No message. Just her eye, open forever. |
I keep looking at that first message the camera gave me. Now I see you.
I keep asking myself: See who? Or what?
Am I crazy? Did it really happen? Can I find an answer in the notebook?
I decided to start reading her Moleskine to find an answer.
A notebook is just paper until you open it. But this one felt like it was already breathing.
I’ve had Isabel’s Moleskine for days, tucked inside my bag, like I could pretend it wasn’t there. I kept telling myself I’d open it when I was ready. But “ready” doesn’t mean much when you’re chasing someone else’s ghosts.
There were five photos. A small black notebook. A book with a few marked pages. All of it packed carefully away, waiting.
That’s how I first found her name.
On the first page of the notebook — a Moleskine — there’s that printed line: “In case of loss, please return to:”
Written there, in pen: Isabel S.
No full surname. No address. Just that.
The cover is hard under my fingers, edges still sharp. Inside, a pressed flower slips loose. I’m not sure if it’s decoration or a memory she wanted to keep alive.
Her notes, her words, all in Portuguese, of course.
It’s not a problem, I’m Brazilian. The language is familiar. But even
so… sometimes I wonder if I’m reading her the way she meant. The tone,
the rhythms here… they feel different.
She wrote about leaving someone — a boyfriend, fiancé, husband — it’s never clear. About moving into a new apartment, still echoing with someone else’s silence. About being a teacher, maybe. An artist too. She mentions sketches, charcoal under her nails, the weight of unfinished sculptures. Some days she couldn’t sleep, and some nights she pressed flowers into these pages as if to keep them alive for her.

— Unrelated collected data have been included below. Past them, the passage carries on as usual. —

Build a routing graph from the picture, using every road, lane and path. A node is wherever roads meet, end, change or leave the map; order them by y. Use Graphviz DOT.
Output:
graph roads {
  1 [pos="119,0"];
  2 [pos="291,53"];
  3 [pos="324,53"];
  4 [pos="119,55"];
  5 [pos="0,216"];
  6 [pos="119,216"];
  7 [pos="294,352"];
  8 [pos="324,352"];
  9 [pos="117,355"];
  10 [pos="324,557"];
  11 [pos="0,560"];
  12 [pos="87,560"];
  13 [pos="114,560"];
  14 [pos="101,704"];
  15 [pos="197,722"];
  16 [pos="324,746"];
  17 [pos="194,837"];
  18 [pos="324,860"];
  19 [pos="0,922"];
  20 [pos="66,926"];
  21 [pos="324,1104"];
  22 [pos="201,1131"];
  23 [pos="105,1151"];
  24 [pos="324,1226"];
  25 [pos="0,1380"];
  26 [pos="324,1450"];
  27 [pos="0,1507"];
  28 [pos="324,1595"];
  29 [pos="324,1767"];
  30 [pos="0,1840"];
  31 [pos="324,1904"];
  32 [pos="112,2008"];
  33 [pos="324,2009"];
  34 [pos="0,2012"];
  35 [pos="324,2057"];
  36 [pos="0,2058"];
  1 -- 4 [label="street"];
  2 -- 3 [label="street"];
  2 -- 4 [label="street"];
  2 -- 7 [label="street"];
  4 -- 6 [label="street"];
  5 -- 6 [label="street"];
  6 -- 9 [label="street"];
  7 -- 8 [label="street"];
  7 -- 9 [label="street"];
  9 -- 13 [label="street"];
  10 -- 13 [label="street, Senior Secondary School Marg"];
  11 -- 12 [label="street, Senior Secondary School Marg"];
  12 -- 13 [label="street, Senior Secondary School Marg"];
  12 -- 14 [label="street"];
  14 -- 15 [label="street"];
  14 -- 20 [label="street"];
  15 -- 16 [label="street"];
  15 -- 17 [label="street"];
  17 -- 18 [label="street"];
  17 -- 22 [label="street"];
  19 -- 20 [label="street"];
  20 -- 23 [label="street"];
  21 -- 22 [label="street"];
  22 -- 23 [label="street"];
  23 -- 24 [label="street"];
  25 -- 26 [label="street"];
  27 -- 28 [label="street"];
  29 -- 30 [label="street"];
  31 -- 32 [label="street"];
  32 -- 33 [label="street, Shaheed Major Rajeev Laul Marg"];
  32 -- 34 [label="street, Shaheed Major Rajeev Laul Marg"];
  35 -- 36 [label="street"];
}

And then, in the middle of all that, she writes about finding the camera.
“Ontem encontrei essa câmara numa gaveta. Escondida, atrás de velhas toalhas. Não sei de quem era. Perguntei ao senhorio, disse que não sabia. Talvez tenha ficado de algum inquilino antigo. Disse-me para ficar com ela.”
“Yesterday I found this camera in a drawer. Hidden behind old towels. I don’t know who it belonged to. I asked the landlord, he said he didn’t know. Maybe it was from an old tenant. He told me to keep it.”
A leftover from someone else’s life, waiting in the dark for who knows how long. Or maybe it was waiting for her, just like it feels like it was waiting for me.
Some lines repeat, like she was trying to hold herself together one sentence at a time.
I keep coming back to this first page. The eye she drew, wide open, lashes precise, staring straight through.
Next to it: a spiral, a small triangle, and what looks like a tiny Polaroid frame with “????” scratched inside.
At the top, one question in pencil: “Por que?” (Why?)
The first pages feel like someone whispering half-formed confessions. Words that loop back on themselves:
“Não confio na minha memória.”
I don’t trust my memory.
“A câmara está… muda.”
The camera is… silent.
Little drawings scatter the margins, spirals, triangles, a circle with a dot in the middle. Tiny symbols that feel like they’re trying to contain something that keeps slipping out. Sometimes she just trails off into question marks, like she’s asking the same thing again and again.
It feels like she was trying to catch something in the margins, a thought that kept slipping away.
I wanted to see how it looked through the lens. So I took a Polaroid of that first page, just the eye, the marks, the unanswered question. The film developed clear. No hidden message this time. Just graphite and shadows, staring back.
Sometimes the camera stays silent. Maybe that’s part of it: you don’t get to choose when it wants to speak.
I think Isabel knew that. And maybe she started writing it all down because she didn’t trust herself to remember what was hers — and what wasn’t.
I haven’t read every page yet. But there’s something here that feels like it’s still awake.
And I think the silence is beginning to crack.